Ever heard about people being meant for each other?
I always thought: yeah yeah bla bla. But. It caught me. I can´t escape Mr. Scott Missen. I have to admit he got my heart, my soul, my body - I am his. I never thought this could happen. Especially with this man. I loved him, i hated him, i tried to forget about him, i cried, at times i wished i would have never met him. I was in other relationships.
He found his way back into my life. When i realized-we were already friends again. But i didnt take him seriously. Him being so far away i kept him at distance. We decided to be friends.
Better than than nothing. He was in a relationship. Then dating. I never minded. He lived together with his gf. I had no problem with it.

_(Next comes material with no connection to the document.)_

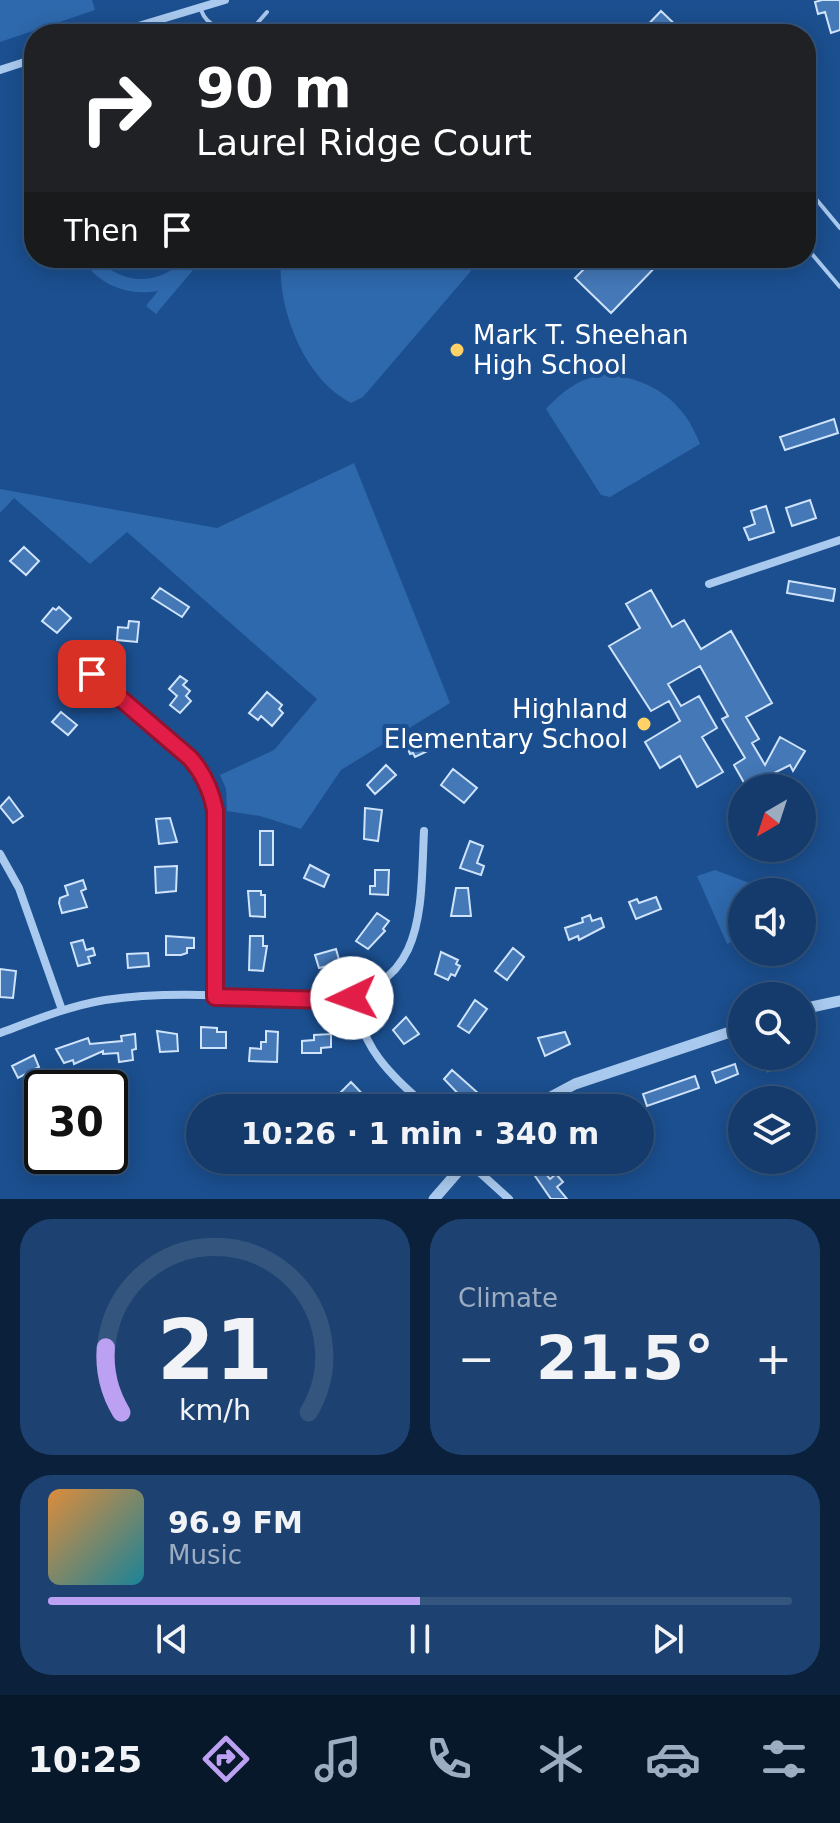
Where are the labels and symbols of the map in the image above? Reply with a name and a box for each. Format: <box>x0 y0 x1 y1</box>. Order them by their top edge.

Now, july 29th 2005 he tells me he´s been on a few dates with a girl. My heart stopped beating, i was scared, shocked feelings i never wanted to feel again. I was plain jealous. I dont wanna think about him with someone else. Going out, having fun, laughing. It bothers me. I wanna scream.

How did he do it????
How did he get me into this condition??
I said: Let´s be friends- he stole my heart- once again.

I know of his good and bad sides. I accept his weaknesses. He was leaving it up to me.
- Angie, you decide if u trust me again, all i know is that i love u-
oh well oh well. All i know is that this man has come back to my life and swept me away.
And he is here to stay.
oh well readers, we have opend a new chapter. We began a new story. Let´s see. I am jumping abord. Australia here i come. An austrian in australia. Yeahaaaaa.